● Exercise data:
---
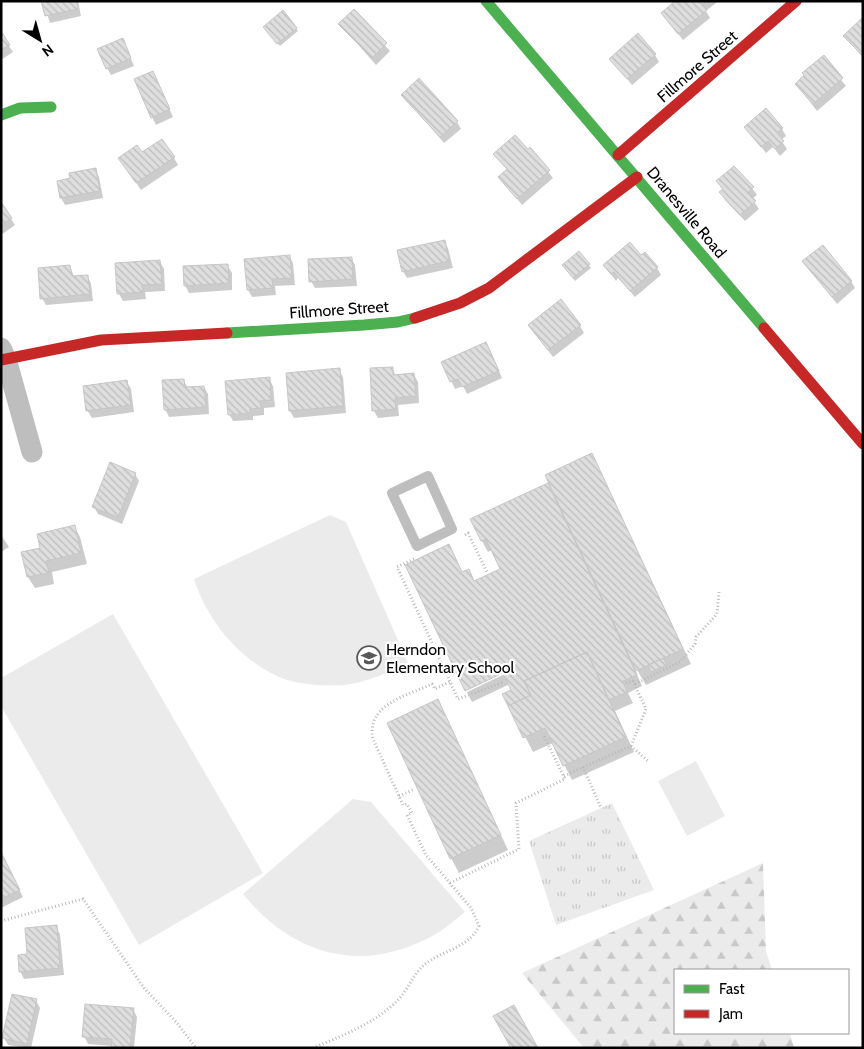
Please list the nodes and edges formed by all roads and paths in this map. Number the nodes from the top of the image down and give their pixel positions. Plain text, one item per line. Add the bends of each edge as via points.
1 (486, 1) edge
2 (796, 1) edge
3 (51, 107) dead end
4 (1, 115) edge
5 (618, 155) junction
6 (637, 177) junction
7 (3, 356) edge
8 (863, 444) edge
9 (32, 452) dead end
10 (430, 482) joint
11 (459, 538) dead end
12 (415, 559) dead end
13 (488, 574) dead end
14 (719, 592) dead end
15 (450, 682) junction
16 (504, 682) dead end
17 (626, 684) dead end
18 (635, 684) junction
19 (544, 736) dead end
20 (631, 746) junction
21 (649, 762) dead end
22 (583, 767) junction
23 (564, 776) junction
24 (415, 789) dead end
25 (399, 796) junction
26 (601, 808) dead end
27 (450, 883) junction
28 (1, 921) edge
29 (196, 1048) edge
30 (313, 1048) edge

1 - 5 street, Dranesville Road
2 - 5 street, Fillmore Street
3 - 4 street via 20,108
5 - 6 street, Dranesville Road
6 - 7 street, Fillmore Street via 489,288 429,314 398,322 364,325 101,340
6 - 8 street, Dranesville Road
7 - 9 street
10 - 10 lane via 428,476 392,493 417,546 452,530
11 - 13 path via 468,534
12 - 15 path via 397,567
14 - 18 path via 717,614 696,637 695,644 680,662
15 - 16 path via 458,699
15 - 25 path via 435,689 432,684 377,712 372,739
17 - 18 path via 633,680
18 - 20 path via 646,709
19 - 23 path
20 - 21 path
20 - 22 path
22 - 23 path
22 - 26 path
23 - 27 path via 565,780 516,803 519,848
24 - 25 path
25 - 27 path via 403,806 407,804 412,813 407,815 426,855
27 - 30 path via 477,917 474,935 423,966 396,1002 379,1015
28 - 29 path via 83,899 144,988

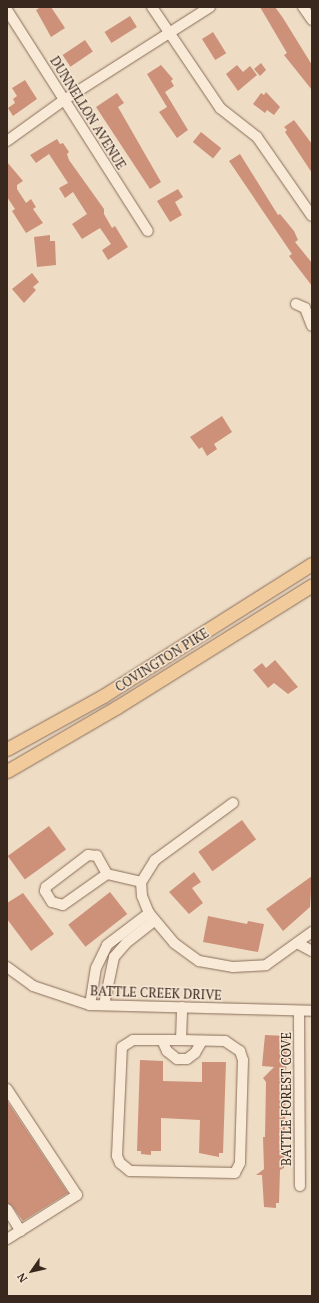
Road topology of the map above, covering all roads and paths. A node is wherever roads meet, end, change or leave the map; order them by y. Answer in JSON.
{"nodes":[{"id":1,"x":152,"y":7,"type":"edge"},
{"id":2,"x":210,"y":7,"type":"edge"},
{"id":3,"x":303,"y":7,"type":"edge"},
{"id":4,"x":7,"y":10,"type":"edge"},
{"id":5,"x":312,"y":20,"type":"edge"},
{"id":6,"x":168,"y":33,"type":"junction"},
{"id":7,"x":64,"y":100,"type":"junction"},
{"id":8,"x":7,"y":141,"type":"edge"},
{"id":9,"x":312,"y":216,"type":"edge"},
{"id":10,"x":148,"y":231,"type":"dead end"},
{"id":11,"x":296,"y":304,"type":"dead end"},
{"id":12,"x":312,"y":326,"type":"edge"},
{"id":13,"x":312,"y":564,"type":"edge"},
{"id":14,"x":312,"y":585,"type":"edge"},
{"id":15,"x":134,"y":678,"type":"junction"},
{"id":16,"x":143,"y":692,"type":"junction"},
{"id":17,"x":7,"y":749,"type":"edge"},
{"id":18,"x":7,"y":771,"type":"edge"},
{"id":19,"x":233,"y":803,"type":"dead end"},
{"id":20,"x":107,"y":874,"type":"junction"},
{"id":21,"x":140,"y":882,"type":"junction"},
{"id":22,"x":152,"y":917,"type":"junction"},
{"id":23,"x":312,"y":932,"type":"edge"},
{"id":24,"x":297,"y":943,"type":"junction"},
{"id":25,"x":312,"y":951,"type":"edge"},
{"id":26,"x":7,"y":968,"type":"edge"},
{"id":27,"x":90,"y":1005,"type":"junction"},
{"id":28,"x":104,"y":1005,"type":"junction"},
{"id":29,"x":182,"y":1007,"type":"junction"},
{"id":30,"x":299,"y":1011,"type":"junction"},
{"id":31,"x":312,"y":1011,"type":"edge"},
{"id":32,"x":162,"y":1040,"type":"junction"},
{"id":33,"x":181,"y":1040,"type":"junction"},
{"id":34,"x":202,"y":1041,"type":"junction"},
{"id":35,"x":7,"y":1088,"type":"edge"},
{"id":36,"x":300,"y":1186,"type":"dead end"},
{"id":37,"x":7,"y":1209,"type":"edge"},
{"id":38,"x":21,"y":1231,"type":"junction"},
{"id":39,"x":7,"y":1239,"type":"edge"}],
"edges":[{"from":1,"to":6,"type":"street"},
{"from":2,"to":6,"type":"street"},
{"from":3,"to":5,"type":"street"},
{"from":4,"to":7,"type":"street","name":"DUNNELLON AVENUE"},
{"from":6,"to":7,"type":"street"},
{"from":6,"to":9,"type":"street"},
{"from":7,"to":8,"type":"street"},
{"from":7,"to":10,"type":"street","name":"DUNNELLON AVENUE"},
{"from":11,"to":12,"type":"street"},
{"from":13,"to":15,"type":"main road","name":"COVINGTON PIKE"},
{"from":14,"to":16,"type":"main road","name":"COVINGTON PIKE"},
{"from":15,"to":16,"type":"street"},
{"from":15,"to":17,"type":"main road","name":"COVINGTON PIKE"},
{"from":16,"to":18,"type":"main road","name":"COVINGTON PIKE"},
{"from":19,"to":21,"type":"street"},
{"from":20,"to":20,"type":"street"},
{"from":20,"to":21,"type":"street"},
{"from":21,"to":22,"type":"street"},
{"from":22,"to":24,"type":"street"},
{"from":22,"to":27,"type":"street"},
{"from":22,"to":28,"type":"street"},
{"from":23,"to":24,"type":"street"},
{"from":24,"to":25,"type":"street"},
{"from":26,"to":27,"type":"street","name":"BATTLE CREEK DRIVE"},
{"from":27,"to":28,"type":"street","name":"BATTLE CREEK DRIVE"},
{"from":28,"to":29,"type":"street","name":"BATTLE CREEK DRIVE"},
{"from":29,"to":30,"type":"street","name":"BATTLE CREEK DRIVE"},
{"from":29,"to":33,"type":"street"},
{"from":30,"to":31,"type":"street","name":"BATTLE CREEK DRIVE"},
{"from":30,"to":36,"type":"street","name":"BATTLE FOREST COVE"},
{"from":32,"to":33,"type":"street"},
{"from":32,"to":34,"type":"street"},
{"from":32,"to":34,"type":"street"},
{"from":33,"to":34,"type":"street"},
{"from":35,"to":38,"type":"street"},
{"from":37,"to":38,"type":"street"},
{"from":38,"to":39,"type":"street"}]}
---
● Problem to solve: Your job is to copy each entry exactly as written; the pictures do not go in.

● Written answer:
Please list the nodes and edges formed by all roads and paths in this map. Number the nodes from the top of the image down and give their pixel positions. Plain text, one item per line. Add the bends of each edge as via points.
1 (486, 1) edge
2 (796, 1) edge
3 (51, 107) dead end
4 (1, 115) edge
5 (618, 155) junction
6 (637, 177) junction
7 (3, 356) edge
8 (863, 444) edge
9 (32, 452) dead end
10 (430, 482) joint
11 (459, 538) dead end
12 (415, 559) dead end
13 (488, 574) dead end
14 (719, 592) dead end
15 (450, 682) junction
16 (504, 682) dead end
17 (626, 684) dead end
18 (635, 684) junction
19 (544, 736) dead end
20 (631, 746) junction
21 (649, 762) dead end
22 (583, 767) junction
23 (564, 776) junction
24 (415, 789) dead end
25 (399, 796) junction
26 (601, 808) dead end
27 (450, 883) junction
28 (1, 921) edge
29 (196, 1048) edge
30 (313, 1048) edge

1 - 5 street, Dranesville Road
2 - 5 street, Fillmore Street
3 - 4 street via 20,108
5 - 6 street, Dranesville Road
6 - 7 street, Fillmore Street via 489,288 429,314 398,322 364,325 101,340
6 - 8 street, Dranesville Road
7 - 9 street
10 - 10 lane via 428,476 392,493 417,546 452,530
11 - 13 path via 468,534
12 - 15 path via 397,567
14 - 18 path via 717,614 696,637 695,644 680,662
15 - 16 path via 458,699
15 - 25 path via 435,689 432,684 377,712 372,739
17 - 18 path via 633,680
18 - 20 path via 646,709
19 - 23 path
20 - 21 path
20 - 22 path
22 - 23 path
22 - 26 path
23 - 27 path via 565,780 516,803 519,848
24 - 25 path
25 - 27 path via 403,806 407,804 412,813 407,815 426,855
27 - 30 path via 477,917 474,935 423,966 396,1002 379,1015
28 - 29 path via 83,899 144,988

Road topology of the map above, covering all roads and paths. A node is wherever roads meet, end, change or leave the map; order them by y. Answer in JSON.
{"nodes":[{"id":1,"x":152,"y":7,"type":"edge"},
{"id":2,"x":210,"y":7,"type":"edge"},
{"id":3,"x":303,"y":7,"type":"edge"},
{"id":4,"x":7,"y":10,"type":"edge"},
{"id":5,"x":312,"y":20,"type":"edge"},
{"id":6,"x":168,"y":33,"type":"junction"},
{"id":7,"x":64,"y":100,"type":"junction"},
{"id":8,"x":7,"y":141,"type":"edge"},
{"id":9,"x":312,"y":216,"type":"edge"},
{"id":10,"x":148,"y":231,"type":"dead end"},
{"id":11,"x":296,"y":304,"type":"dead end"},
{"id":12,"x":312,"y":326,"type":"edge"},
{"id":13,"x":312,"y":564,"type":"edge"},
{"id":14,"x":312,"y":585,"type":"edge"},
{"id":15,"x":134,"y":678,"type":"junction"},
{"id":16,"x":143,"y":692,"type":"junction"},
{"id":17,"x":7,"y":749,"type":"edge"},
{"id":18,"x":7,"y":771,"type":"edge"},
{"id":19,"x":233,"y":803,"type":"dead end"},
{"id":20,"x":107,"y":874,"type":"junction"},
{"id":21,"x":140,"y":882,"type":"junction"},
{"id":22,"x":152,"y":917,"type":"junction"},
{"id":23,"x":312,"y":932,"type":"edge"},
{"id":24,"x":297,"y":943,"type":"junction"},
{"id":25,"x":312,"y":951,"type":"edge"},
{"id":26,"x":7,"y":968,"type":"edge"},
{"id":27,"x":90,"y":1005,"type":"junction"},
{"id":28,"x":104,"y":1005,"type":"junction"},
{"id":29,"x":182,"y":1007,"type":"junction"},
{"id":30,"x":299,"y":1011,"type":"junction"},
{"id":31,"x":312,"y":1011,"type":"edge"},
{"id":32,"x":162,"y":1040,"type":"junction"},
{"id":33,"x":181,"y":1040,"type":"junction"},
{"id":34,"x":202,"y":1041,"type":"junction"},
{"id":35,"x":7,"y":1088,"type":"edge"},
{"id":36,"x":300,"y":1186,"type":"dead end"},
{"id":37,"x":7,"y":1209,"type":"edge"},
{"id":38,"x":21,"y":1231,"type":"junction"},
{"id":39,"x":7,"y":1239,"type":"edge"}],
"edges":[{"from":1,"to":6,"type":"street"},
{"from":2,"to":6,"type":"street"},
{"from":3,"to":5,"type":"street"},
{"from":4,"to":7,"type":"street","name":"DUNNELLON AVENUE"},
{"from":6,"to":7,"type":"street"},
{"from":6,"to":9,"type":"street"},
{"from":7,"to":8,"type":"street"},
{"from":7,"to":10,"type":"street","name":"DUNNELLON AVENUE"},
{"from":11,"to":12,"type":"street"},
{"from":13,"to":15,"type":"main road","name":"COVINGTON PIKE"},
{"from":14,"to":16,"type":"main road","name":"COVINGTON PIKE"},
{"from":15,"to":16,"type":"street"},
{"from":15,"to":17,"type":"main road","name":"COVINGTON PIKE"},
{"from":16,"to":18,"type":"main road","name":"COVINGTON PIKE"},
{"from":19,"to":21,"type":"street"},
{"from":20,"to":20,"type":"street"},
{"from":20,"to":21,"type":"street"},
{"from":21,"to":22,"type":"street"},
{"from":22,"to":24,"type":"street"},
{"from":22,"to":27,"type":"street"},
{"from":22,"to":28,"type":"street"},
{"from":23,"to":24,"type":"street"},
{"from":24,"to":25,"type":"street"},
{"from":26,"to":27,"type":"street","name":"BATTLE CREEK DRIVE"},
{"from":27,"to":28,"type":"street","name":"BATTLE CREEK DRIVE"},
{"from":28,"to":29,"type":"street","name":"BATTLE CREEK DRIVE"},
{"from":29,"to":30,"type":"street","name":"BATTLE CREEK DRIVE"},
{"from":29,"to":33,"type":"street"},
{"from":30,"to":31,"type":"street","name":"BATTLE CREEK DRIVE"},
{"from":30,"to":36,"type":"street","name":"BATTLE FOREST COVE"},
{"from":32,"to":33,"type":"street"},
{"from":32,"to":34,"type":"street"},
{"from":32,"to":34,"type":"street"},
{"from":33,"to":34,"type":"street"},
{"from":35,"to":38,"type":"street"},
{"from":37,"to":38,"type":"street"},
{"from":38,"to":39,"type":"street"}]}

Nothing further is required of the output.